── DATASET EXCERPTS

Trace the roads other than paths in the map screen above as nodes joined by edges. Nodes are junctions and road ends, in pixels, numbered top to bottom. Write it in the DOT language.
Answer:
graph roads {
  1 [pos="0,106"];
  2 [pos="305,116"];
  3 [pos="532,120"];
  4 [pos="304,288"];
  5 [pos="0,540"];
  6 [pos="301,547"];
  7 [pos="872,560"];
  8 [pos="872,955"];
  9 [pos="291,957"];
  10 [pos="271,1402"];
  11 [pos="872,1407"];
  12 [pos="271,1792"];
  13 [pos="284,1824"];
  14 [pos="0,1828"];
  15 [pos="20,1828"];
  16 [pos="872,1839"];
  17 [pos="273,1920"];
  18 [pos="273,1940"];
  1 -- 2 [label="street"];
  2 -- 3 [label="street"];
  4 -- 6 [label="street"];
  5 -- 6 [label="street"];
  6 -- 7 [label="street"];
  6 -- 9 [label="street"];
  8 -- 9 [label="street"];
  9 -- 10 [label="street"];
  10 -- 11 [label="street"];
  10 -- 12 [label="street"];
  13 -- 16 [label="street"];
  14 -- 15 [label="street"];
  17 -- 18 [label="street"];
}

────

- [WORK TO COMPLETE]:
Using the listing above, print every entry exactly.

- [ANSWER TO THE PROBLEM]:
Trace the roads other than paths in the map screen above as nodes joined by edges. Nodes are junctions and road ends, in pixels, numbered top to bottom. Write it in the DOT language.
Answer:
graph roads {
  1 [pos="0,106"];
  2 [pos="305,116"];
  3 [pos="532,120"];
  4 [pos="304,288"];
  5 [pos="0,540"];
  6 [pos="301,547"];
  7 [pos="872,560"];
  8 [pos="872,955"];
  9 [pos="291,957"];
  10 [pos="271,1402"];
  11 [pos="872,1407"];
  12 [pos="271,1792"];
  13 [pos="284,1824"];
  14 [pos="0,1828"];
  15 [pos="20,1828"];
  16 [pos="872,1839"];
  17 [pos="273,1920"];
  18 [pos="273,1940"];
  1 -- 2 [label="street"];
  2 -- 3 [label="street"];
  4 -- 6 [label="street"];
  5 -- 6 [label="street"];
  6 -- 7 [label="street"];
  6 -- 9 [label="street"];
  8 -- 9 [label="street"];
  9 -- 10 [label="street"];
  10 -- 11 [label="street"];
  10 -- 12 [label="street"];
  13 -- 16 [label="street"];
  14 -- 15 [label="street"];
  17 -- 18 [label="street"];
}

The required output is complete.